La scelta di raccontare Martin Luther King, interpretato da David Oyelovo, evitando di realizzarne un memoriale per esserne ritratto indiretto come scopo e pretesto attraverso i fatti di Selma, fa avvicinare il film di Ava DuVernay a quel genere di film che raccontano le sfaccettature di un singolo personaggio attraverso un episodio. Condensando la personalità in pochi e significativi episodi, delinearne gli antagonisti ideologici, come il governatore George Wallace interpretato da Tim Roth, e i timidi alleati, il presidente Lyndon Johnson di Tom Wilkinson. Nella sua linearità narrativa in operazioni del genere il rischio che generalmente si corre è quello di cadere nella retorica per rendere la giusta grandezza al personaggio, comprimere così tanto in così poco potrebbe avere gli effetti contrari da quelli sperati, appesantendone la morale. Difetto cui era andato incontro The butler l’anno scorso, seppure il film di Lee Daniels abbracciasse la vita intera di un personaggio decisamente più defilato di Martin Luther King, l’incidenza tra il percorso personale e storico rende i due film accostabili. In comune le due pellicole hanno anche la presenza illustre di Oprah Winfrey che spicca nella lunga lista d’importanti attori, in The butler comparivano, quasi come una parata liberal, Robin Williams, Jane Fonda, John Cusack, Lenny Cravitz assieme a Cuba Gooding Jr. e soprattutto di David Oyelovo che tornano entrambi in Selma. La pellicola di Ava DuVernay presenta un cast magari meno di richiamo ma di certo non in spessore, che assieme a quelli già citati, ci sono ottimi caratteristi quali Giovanni Ribisi e Alessandro Nivola.

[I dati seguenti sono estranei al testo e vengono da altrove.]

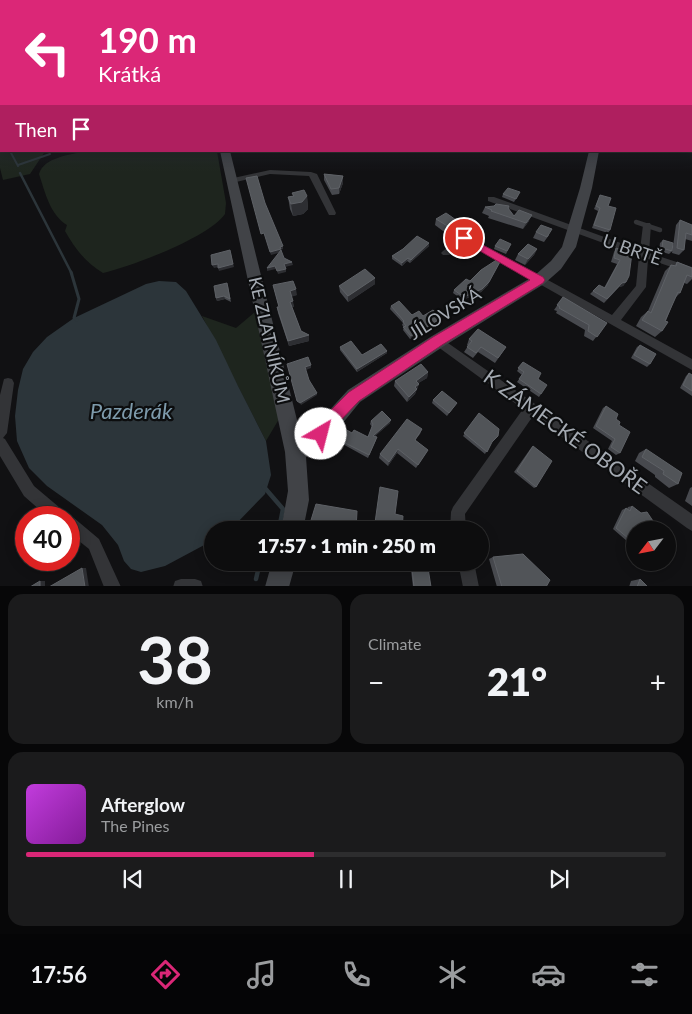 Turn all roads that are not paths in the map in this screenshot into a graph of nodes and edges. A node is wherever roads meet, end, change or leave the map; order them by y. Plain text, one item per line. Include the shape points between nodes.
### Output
1 (225, 152) edge
2 (594, 152) edge
3 (232, 180) junction
4 (491, 199) dead end
5 (332, 213) dead end
6 (636, 222) dead end
7 (647, 225) junction
8 (573, 230) junction
9 (660, 230) dead end
10 (446, 253) dead end
11 (645, 255) junction
12 (692, 271) edge
13 (539, 280) junction
14 (614, 321) junction
15 (438, 341) junction
16 (692, 365) edge
17 (8, 383) dead end
18 (531, 408) junction
19 (0, 433) edge
20 (0, 444) edge
21 (295, 452) junction
22 (47, 506) edge
23 (295, 521) edge
24 (458, 521) edge
25 (692, 523) edge
26 (80, 532) edge
27 (282, 571) edge
28 (468, 571) edge
29 (113, 586) edge
30 (181, 586) edge
31 (195, 586) edge
32 (278, 586) edge
33 (471, 586) edge

1 - 3 street, KE ZLATNÍKŮM
2 - 8 street, JÍLOVSKÁ
3 - 5 street via 270,172 311,174
3 - 21 street, KE ZLATNÍKŮM
4 - 8 street, U BRTĚ
6 - 7 lane
7 - 9 lane
7 - 11 street
8 - 11 street, U BRTĚ
8 - 13 street, JÍLOVSKÁ via 564,255
10 - 13 street via 464,238
11 - 12 street, U BRTĚ
11 - 14 street via 641,287
13 - 14 street
13 - 15 street, JÍLOVSKÁ
14 - 16 street
15 - 18 street, K ZÁMECKÉ OBOŘE
15 - 21 street, JÍLOVSKÁ via 354,396 321,434
17 - 19 street
18 - 24 street via 458,512
18 - 25 street, K ZÁMECKÉ OBOŘE
20 - 22 street via 29,491
21 - 23 street, KE ZLATNÍKŮM via 300,487
26 - 29 street via 94,544
27 - 32 street
28 - 33 street
30 - 31 street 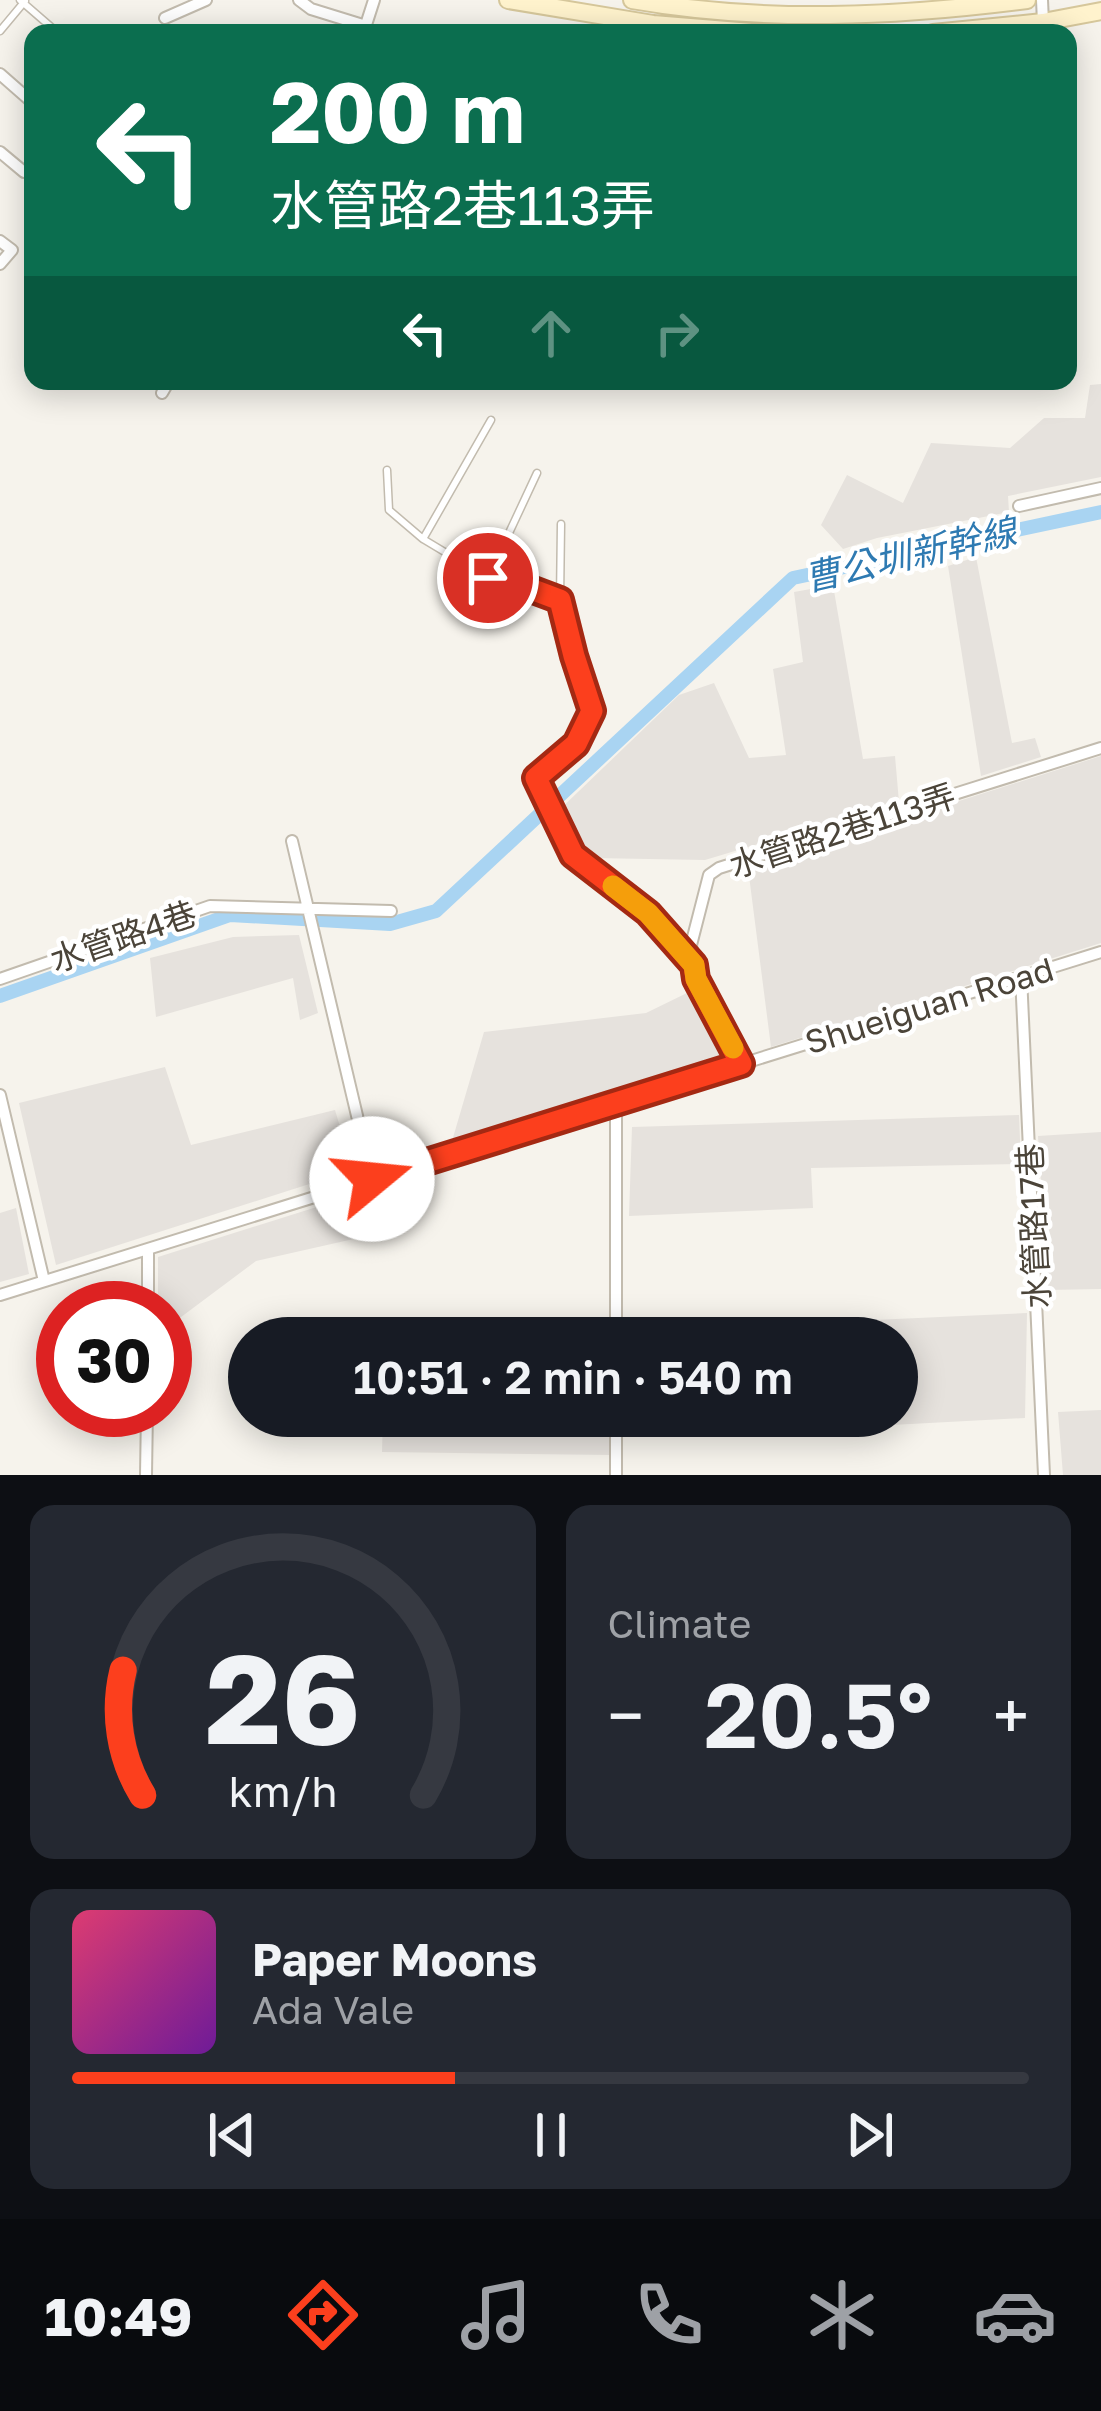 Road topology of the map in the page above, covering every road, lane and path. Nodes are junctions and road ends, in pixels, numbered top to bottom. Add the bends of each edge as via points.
1 (206, 0) edge
2 (298, 0) edge
3 (508, 0) edge
4 (632, 0) edge
5 (1027, 0) edge
6 (1042, 0) edge
7 (23, 1) edge
8 (1101, 11) edge
9 (165, 18) dead end
10 (1043, 22) junction
11 (48, 24) edge
12 (350, 24) edge
13 (664, 24) edge
14 (1023, 24) edge
15 (0, 31) edge
16 (0, 74) edge
17 (24, 95) edge
18 (0, 152) edge
19 (23, 172) dead end
20 (0, 241) edge
21 (0, 264) edge
22 (491, 420) dead end
23 (387, 470) dead end
24 (537, 473) dead end
25 (1101, 488) edge
26 (1019, 506) dead end
27 (561, 524) dead end
28 (423, 538) junction
29 (488, 578) junction
30 (560, 600) junction
31 (1101, 748) edge
32 (292, 841) dead end
33 (307, 911) junction
34 (391, 911) dead end
35 (1101, 952) edge
36 (694, 965) junction
37 (1021, 976) junction
38 (0, 979) edge
39 (741, 1064) junction
40 (0, 1095) edge
41 (616, 1103) junction
42 (372, 1179) junction
43 (148, 1249) junction
44 (44, 1281) joint
45 (148, 1281) edge
46 (36, 1284) edge
47 (0, 1295) edge
48 (616, 1317) edge
49 (147, 1437) edge
50 (616, 1437) edge
51 (146, 1475) edge
52 (616, 1475) edge
53 (1044, 1475) edge

1 - 9 street
2 - 12 street
3 - 13 street
4 - 5 street via 870,16
6 - 10 street
7 - 11 lane
7 - 15 lane
8 - 10 street
10 - 14 street
16 - 17 street
18 - 19 street
20 - 21 street via 12,250
22 - 28 lane
23 - 28 lane via 389,510
24 - 29 lane
25 - 26 street
27 - 30 lane
28 - 29 lane
29 - 30 lane
30 - 36 lane via 592,711 576,744 537,780 573,855 648,913
31 - 36 street, 水管路2巷113弄 via 719,868 704,884
32 - 33 street
33 - 34 street, 水管路4巷
33 - 38 street, 水管路4巷 via 210,906
33 - 42 street
35 - 37 street, Shueiguan Road
36 - 39 street, 水管路2巷113弄
37 - 39 street, Shueiguan Road
37 - 53 street, 水管路17巷
39 - 41 street, Shueiguan Road
40 - 44 street
41 - 42 street, Shueiguan Road
41 - 48 street
42 - 43 street, Shueiguan Road
43 - 44 street, Shueiguan Road
43 - 45 street
46 - 47 street, Shueiguan Road
49 - 51 street
50 - 52 street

A distinguere le due pellicole è la differente considerazione che l’Academy ha rivolto per ognuna, il film di Lee Daniels non ne raccolse nemmeno una (abbastanza clamorosamente soprattutto per quanto riguarda la non candidatura di Forest Whitaker come protagonista), Selma – La strada per la libertà è riuscita a raggiungere invece quella a miglior film che ne ha notevolmente aumentato l’attenzione mediatica. Caso di film indipendente che riesce a farsi largo tra le maglie hollywoodiane, e che sempre più spesso agli Oscar vengono tenuti in considerazione, per quanto si possa realmente parlare di prodotto indie considerando i nomi coinvolti e il tema raccontato. Merito anche di una regista che si è fatta le ossa nell’ambiente lavorando spesso alla promozione di numerosissime altre pellicole e lavorando spesso come sceneggiatrice e produttrice per documentari, film Tv e diventando successivamente la prima regista afroamericana a vincere il premio alla miglior regia al Sundance film festival. Selma è il suo terzo film da regista per il cinema, i primi due (I will follow e In the middle of nowhere) entrambi con protagonisti personaggi afroamericani, erano storie intime, con Selma la DuVernay ha deciso di alzare il tiro parlando della Storia. Insomma una regista che ha percorso una tappa alla volta e con pazienza è riuscita a raggiungere il successo, e del resto quando nel tuo prossimo progetto per una serie Tv avrai ancora Oprah Winfrey a partecipare attivamente allo sviluppo è proprio difficile non esser ottimisti sul proprio futuro.